**About this exercise:** Please return all of the records that follow, exactly as written.

▼

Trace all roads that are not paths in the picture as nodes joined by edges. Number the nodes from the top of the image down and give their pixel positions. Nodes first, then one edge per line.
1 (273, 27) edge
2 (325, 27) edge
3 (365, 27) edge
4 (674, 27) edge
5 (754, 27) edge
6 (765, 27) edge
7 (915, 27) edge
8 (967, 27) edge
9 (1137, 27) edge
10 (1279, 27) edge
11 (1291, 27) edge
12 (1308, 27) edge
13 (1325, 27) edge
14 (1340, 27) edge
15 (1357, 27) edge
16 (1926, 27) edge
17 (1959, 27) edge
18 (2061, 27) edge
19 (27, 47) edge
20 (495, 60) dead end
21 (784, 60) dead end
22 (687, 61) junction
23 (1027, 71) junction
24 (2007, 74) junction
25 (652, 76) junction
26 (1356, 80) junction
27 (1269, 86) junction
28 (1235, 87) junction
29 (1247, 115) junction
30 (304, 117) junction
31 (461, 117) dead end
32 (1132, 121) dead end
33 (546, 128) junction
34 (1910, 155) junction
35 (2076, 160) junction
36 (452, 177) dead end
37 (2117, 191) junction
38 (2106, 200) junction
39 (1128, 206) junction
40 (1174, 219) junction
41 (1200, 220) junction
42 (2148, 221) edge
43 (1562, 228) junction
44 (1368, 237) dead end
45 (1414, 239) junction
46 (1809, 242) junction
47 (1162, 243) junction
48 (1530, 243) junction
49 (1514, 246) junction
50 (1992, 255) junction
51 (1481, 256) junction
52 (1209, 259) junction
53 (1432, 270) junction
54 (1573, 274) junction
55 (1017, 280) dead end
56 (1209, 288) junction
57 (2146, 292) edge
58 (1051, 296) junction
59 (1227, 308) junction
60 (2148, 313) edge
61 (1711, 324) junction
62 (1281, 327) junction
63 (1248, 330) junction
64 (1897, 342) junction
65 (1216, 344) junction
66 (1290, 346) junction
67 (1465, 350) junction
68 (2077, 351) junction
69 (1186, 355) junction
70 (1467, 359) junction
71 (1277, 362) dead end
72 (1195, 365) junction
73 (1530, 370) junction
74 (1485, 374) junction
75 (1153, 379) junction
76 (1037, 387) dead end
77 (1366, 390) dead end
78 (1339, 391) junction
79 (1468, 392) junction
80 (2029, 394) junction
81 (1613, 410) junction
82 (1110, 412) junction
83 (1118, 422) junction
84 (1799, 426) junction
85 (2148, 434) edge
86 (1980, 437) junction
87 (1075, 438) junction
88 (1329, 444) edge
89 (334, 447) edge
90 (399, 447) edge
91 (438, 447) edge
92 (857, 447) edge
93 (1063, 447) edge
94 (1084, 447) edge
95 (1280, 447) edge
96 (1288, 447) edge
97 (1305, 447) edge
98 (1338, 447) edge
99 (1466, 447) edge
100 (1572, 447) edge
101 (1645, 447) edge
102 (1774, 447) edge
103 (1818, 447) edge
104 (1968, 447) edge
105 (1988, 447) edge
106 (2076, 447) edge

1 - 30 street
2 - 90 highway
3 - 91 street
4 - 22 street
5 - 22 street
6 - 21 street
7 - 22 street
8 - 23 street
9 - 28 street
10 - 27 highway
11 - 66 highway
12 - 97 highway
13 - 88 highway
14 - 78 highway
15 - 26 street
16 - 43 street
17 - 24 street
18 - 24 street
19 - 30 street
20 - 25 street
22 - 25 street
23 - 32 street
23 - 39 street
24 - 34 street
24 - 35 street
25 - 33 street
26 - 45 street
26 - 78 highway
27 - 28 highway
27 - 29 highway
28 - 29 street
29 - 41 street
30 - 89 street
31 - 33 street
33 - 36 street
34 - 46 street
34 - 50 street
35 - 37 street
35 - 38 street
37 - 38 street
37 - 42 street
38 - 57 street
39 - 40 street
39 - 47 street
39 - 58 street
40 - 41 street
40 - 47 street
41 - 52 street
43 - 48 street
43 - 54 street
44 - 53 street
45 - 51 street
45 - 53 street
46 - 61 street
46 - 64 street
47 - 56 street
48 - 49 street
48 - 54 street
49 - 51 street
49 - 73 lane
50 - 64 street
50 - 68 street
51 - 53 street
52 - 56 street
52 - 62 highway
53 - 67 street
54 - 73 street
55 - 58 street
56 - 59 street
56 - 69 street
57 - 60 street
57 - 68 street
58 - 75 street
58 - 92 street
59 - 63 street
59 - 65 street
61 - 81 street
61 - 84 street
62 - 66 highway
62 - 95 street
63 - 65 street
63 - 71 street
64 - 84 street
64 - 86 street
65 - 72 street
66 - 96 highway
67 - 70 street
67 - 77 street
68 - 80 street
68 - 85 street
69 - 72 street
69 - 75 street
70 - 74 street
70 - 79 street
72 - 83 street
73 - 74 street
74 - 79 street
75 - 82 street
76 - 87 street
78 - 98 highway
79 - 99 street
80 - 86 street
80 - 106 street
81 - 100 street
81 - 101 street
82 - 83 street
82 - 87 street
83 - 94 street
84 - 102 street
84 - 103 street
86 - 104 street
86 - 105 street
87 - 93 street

▲

**Result of the task:**
Trace all roads that are not paths in the picture as nodes joined by edges. Number the nodes from the top of the image down and give their pixel positions. Nodes first, then one edge per line.
1 (273, 27) edge
2 (325, 27) edge
3 (365, 27) edge
4 (674, 27) edge
5 (754, 27) edge
6 (765, 27) edge
7 (915, 27) edge
8 (967, 27) edge
9 (1137, 27) edge
10 (1279, 27) edge
11 (1291, 27) edge
12 (1308, 27) edge
13 (1325, 27) edge
14 (1340, 27) edge
15 (1357, 27) edge
16 (1926, 27) edge
17 (1959, 27) edge
18 (2061, 27) edge
19 (27, 47) edge
20 (495, 60) dead end
21 (784, 60) dead end
22 (687, 61) junction
23 (1027, 71) junction
24 (2007, 74) junction
25 (652, 76) junction
26 (1356, 80) junction
27 (1269, 86) junction
28 (1235, 87) junction
29 (1247, 115) junction
30 (304, 117) junction
31 (461, 117) dead end
32 (1132, 121) dead end
33 (546, 128) junction
34 (1910, 155) junction
35 (2076, 160) junction
36 (452, 177) dead end
37 (2117, 191) junction
38 (2106, 200) junction
39 (1128, 206) junction
40 (1174, 219) junction
41 (1200, 220) junction
42 (2148, 221) edge
43 (1562, 228) junction
44 (1368, 237) dead end
45 (1414, 239) junction
46 (1809, 242) junction
47 (1162, 243) junction
48 (1530, 243) junction
49 (1514, 246) junction
50 (1992, 255) junction
51 (1481, 256) junction
52 (1209, 259) junction
53 (1432, 270) junction
54 (1573, 274) junction
55 (1017, 280) dead end
56 (1209, 288) junction
57 (2146, 292) edge
58 (1051, 296) junction
59 (1227, 308) junction
60 (2148, 313) edge
61 (1711, 324) junction
62 (1281, 327) junction
63 (1248, 330) junction
64 (1897, 342) junction
65 (1216, 344) junction
66 (1290, 346) junction
67 (1465, 350) junction
68 (2077, 351) junction
69 (1186, 355) junction
70 (1467, 359) junction
71 (1277, 362) dead end
72 (1195, 365) junction
73 (1530, 370) junction
74 (1485, 374) junction
75 (1153, 379) junction
76 (1037, 387) dead end
77 (1366, 390) dead end
78 (1339, 391) junction
79 (1468, 392) junction
80 (2029, 394) junction
81 (1613, 410) junction
82 (1110, 412) junction
83 (1118, 422) junction
84 (1799, 426) junction
85 (2148, 434) edge
86 (1980, 437) junction
87 (1075, 438) junction
88 (1329, 444) edge
89 (334, 447) edge
90 (399, 447) edge
91 (438, 447) edge
92 (857, 447) edge
93 (1063, 447) edge
94 (1084, 447) edge
95 (1280, 447) edge
96 (1288, 447) edge
97 (1305, 447) edge
98 (1338, 447) edge
99 (1466, 447) edge
100 (1572, 447) edge
101 (1645, 447) edge
102 (1774, 447) edge
103 (1818, 447) edge
104 (1968, 447) edge
105 (1988, 447) edge
106 (2076, 447) edge

1 - 30 street
2 - 90 highway
3 - 91 street
4 - 22 street
5 - 22 street
6 - 21 street
7 - 22 street
8 - 23 street
9 - 28 street
10 - 27 highway
11 - 66 highway
12 - 97 highway
13 - 88 highway
14 - 78 highway
15 - 26 street
16 - 43 street
17 - 24 street
18 - 24 street
19 - 30 street
20 - 25 street
22 - 25 street
23 - 32 street
23 - 39 street
24 - 34 street
24 - 35 street
25 - 33 street
26 - 45 street
26 - 78 highway
27 - 28 highway
27 - 29 highway
28 - 29 street
29 - 41 street
30 - 89 street
31 - 33 street
33 - 36 street
34 - 46 street
34 - 50 street
35 - 37 street
35 - 38 street
37 - 38 street
37 - 42 street
38 - 57 street
39 - 40 street
39 - 47 street
39 - 58 street
40 - 41 street
40 - 47 street
41 - 52 street
43 - 48 street
43 - 54 street
44 - 53 street
45 - 51 street
45 - 53 street
46 - 61 street
46 - 64 street
47 - 56 street
48 - 49 street
48 - 54 street
49 - 51 street
49 - 73 lane
50 - 64 street
50 - 68 street
51 - 53 street
52 - 56 street
52 - 62 highway
53 - 67 street
54 - 73 street
55 - 58 street
56 - 59 street
56 - 69 street
57 - 60 street
57 - 68 street
58 - 75 street
58 - 92 street
59 - 63 street
59 - 65 street
61 - 81 street
61 - 84 street
62 - 66 highway
62 - 95 street
63 - 65 street
63 - 71 street
64 - 84 street
64 - 86 street
65 - 72 street
66 - 96 highway
67 - 70 street
67 - 77 street
68 - 80 street
68 - 85 street
69 - 72 street
69 - 75 street
70 - 74 street
70 - 79 street
72 - 83 street
73 - 74 street
74 - 79 street
75 - 82 street
76 - 87 street
78 - 98 highway
79 - 99 street
80 - 86 street
80 - 106 street
81 - 100 street
81 - 101 street
82 - 83 street
82 - 87 street
83 - 94 street
84 - 102 street
84 - 103 street
86 - 104 street
86 - 105 street
87 - 93 street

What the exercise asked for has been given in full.